Virtual dispatch tables are stored per-function (as opposed to per-type in c++) as a tree representing a sparse N-dimensional matrix, where N is the number of virtual parameters – 2 in this case. In this example where there are 7 shape classes and as we allow more or less any combination of shapes to collide let’s say we have a full matrix of 49 entries. Each entry is a function pointer so the entire table is < 200 bytes in 32 bit code will can quite happily reside in the L1 cache, which matters in this case because we’re calling CollideShapes potentially hundreds of times in quick succession.

This is what the call to CollideShapes looks like on x86 (the arguments have already been pushed onto the stack):

movzx  esi, word ptr [esp+14]     ; load runtime type of 1st Shape*

movzx  edi, word ptr [esp+86]     ; load runtime type of 2nd Shape*

lea    esi, [esi*4+CollideShapes] ; base address of vtable + offset for 1st shape

add    esi, dword ptr [esi]       ; apply offset for 1st shape type

call   dword ptr [esi+edi*4]      ; call address stored in row + 2nd shape column


The first two loads are of data that has just been stored to the stack which will certainly be in the L1 cache even if it’s not still available in a register.
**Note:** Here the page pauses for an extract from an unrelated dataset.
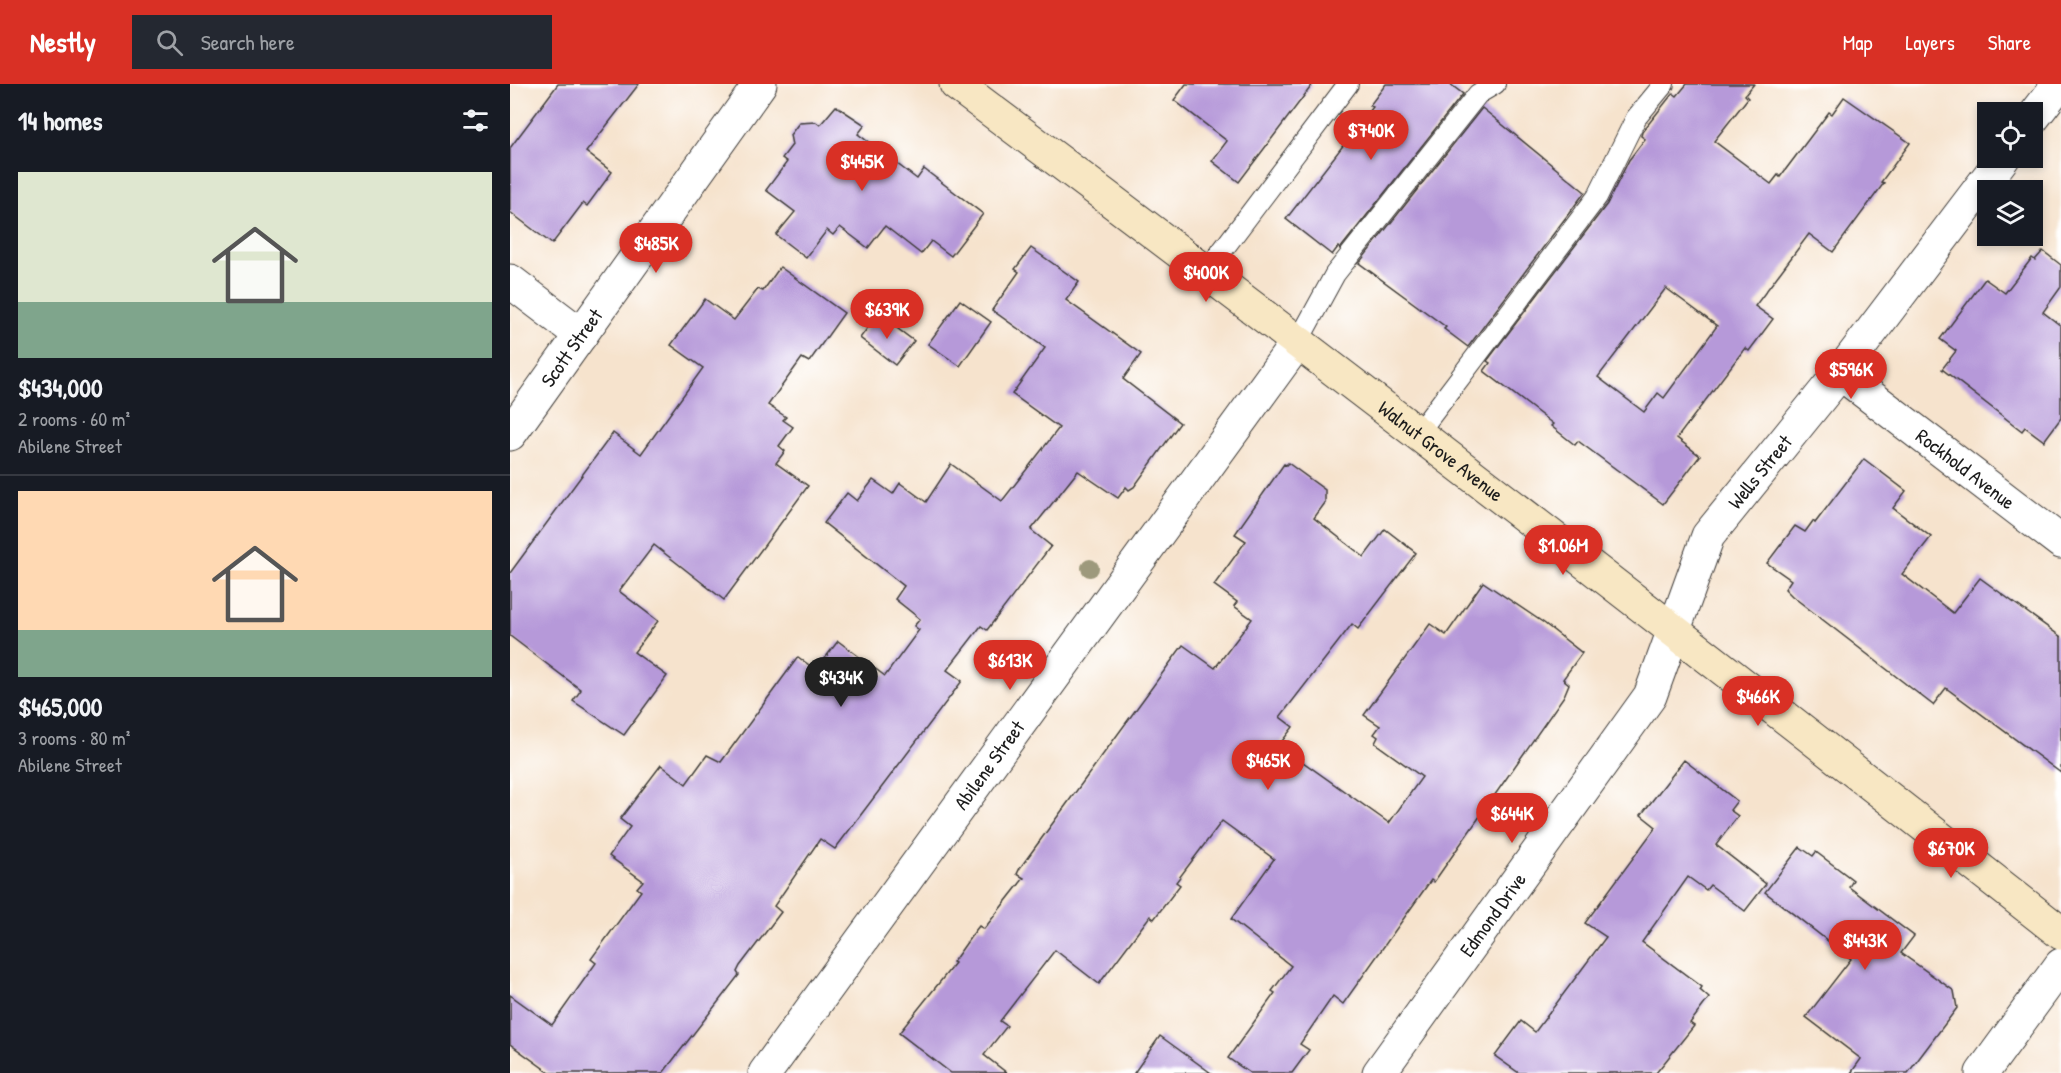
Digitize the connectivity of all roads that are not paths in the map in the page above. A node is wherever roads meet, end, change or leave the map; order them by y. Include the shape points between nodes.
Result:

The reason for the add instruction where you might expect a multiply is that we don’t store a full N dimensional matrix as that could require a huge amount of memory although doing so might make sense in this case where we have a densely packed reasonably small matrix. The beauty of doing virtual dispatch per function is that the code can be different at each call site allowing us to optimise for things like that, and even to generate different jump tables for different heterogeneous cores (virtual functions on SPUs, anyone?)




Dependency Checking

It’s already been alluded to that dependencies between queued parallel functions are automatically detected in the C-UP runtime. There are a few rules in language that make this tenable, which are fully detailed in the language document but I’ll summarise here.

The most important rule is that data can only be accessed via function parameters and only via reference parameters if they are local references. Local references (pointers or arrays) can only be used on parameters or local variables, or as members of local-only structs (like the ConstraintJob struct earlier in this document.) Because of these limitations it’s fundamentally impossible to create a large hierarchy of local references so the job runtime is able to follow all local references starting at the function parameters and work out what areas of memory you plan to access.

Given this information it’s very quick and easy to determine if two parallel functions can execute safely in parallel by sorting the accessible memory spans into ascending order and doing a single walk of them checking for overlaps. The act of sorting these spans is actually the slowest part and is the main reason why passing an iteration count to the parallel statement is faster than just looping as it’s only done once per function.

Here’s a screenshot from the profiling tool provided with C-UP showing the above pyramid constraint solver in action. The blue parts are memory spans being found and sorted, the magenta is actual dependency checking happening and the green is real work being done. Any white space is just wasted time where nothing useful could happen. The red lines indicate that a dependency was found between two functions.

You can’t really tell from this screenshot but dependencies are only checked between a job that wants to start running and any that are currently running. That is, no exhaustive check of all possible dependencies occurs as that would be wasteful. Having said that it could turn out to be faster to do an exhaustive check once and then no checks on subsequent iterations if the iteration count is high, but that’s not what currently happens.